What lines in the data hold the string "that"? Show them.

*** Block opens ***

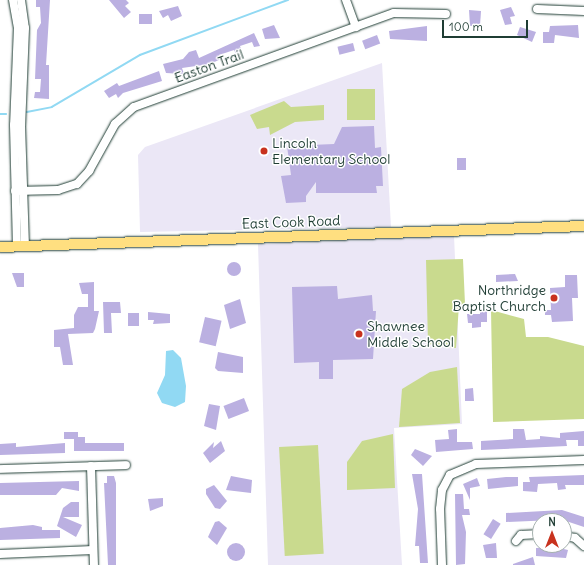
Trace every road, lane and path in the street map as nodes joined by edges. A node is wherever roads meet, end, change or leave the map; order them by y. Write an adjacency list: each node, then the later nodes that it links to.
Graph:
1 (13, 0): 8 (street)
2 (22, 0): 8 (street)
3 (346, 0): 7 (street)
4 (537, 9): 5 (street)
5 (584, 11)
6 (446, 14): 7 (street, Easton Trail)
7 (356, 27): 8 (street, Easton Trail)
8 (19, 191): 10 (street)
9 (584, 226): 10 (main road, East Cook Road)
10 (21, 246): 11 (main road, East Cook Road)
11 (0, 247)
12 (584, 460): 23 (street)
13 (126, 465): 14 (street)
14 (91, 466): 15 (street); 20 (street)
15 (0, 469)
16 (532, 534): 18 (street)
17 (572, 537): 19 (street)
18 (516, 541)
19 (584, 546)
20 (93, 550): 21 (street); 22 (street)
21 (0, 554)
22 (94, 565)
23 (442, 565)

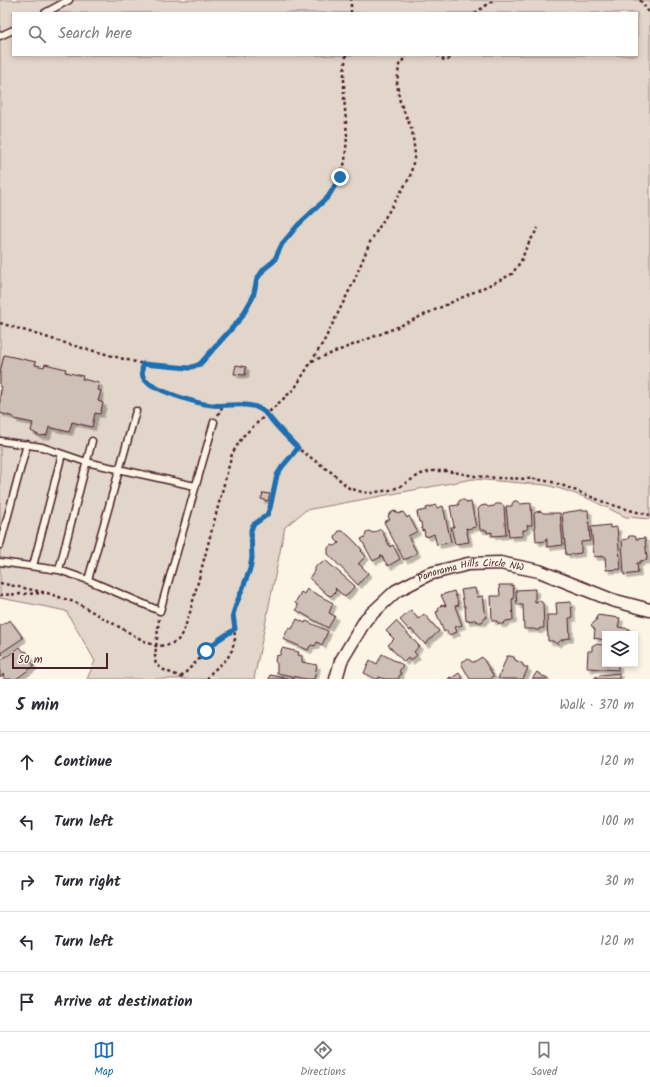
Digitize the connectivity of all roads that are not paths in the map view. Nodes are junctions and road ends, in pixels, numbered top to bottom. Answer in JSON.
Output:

*** Block closes ***

→ **Output of the task**:
Trace every road, lane and path in the street map as nodes joined by edges. A node is wherever roads meet, end, change or leave the map; order them by y. Write an adjacency list: each node, then the later nodes that it links to.
Digitize the connectivity of all roads that are not paths in the map view. Nodes are junctions and road ends, in pixels, numbered top to bottom. Answer in JSON.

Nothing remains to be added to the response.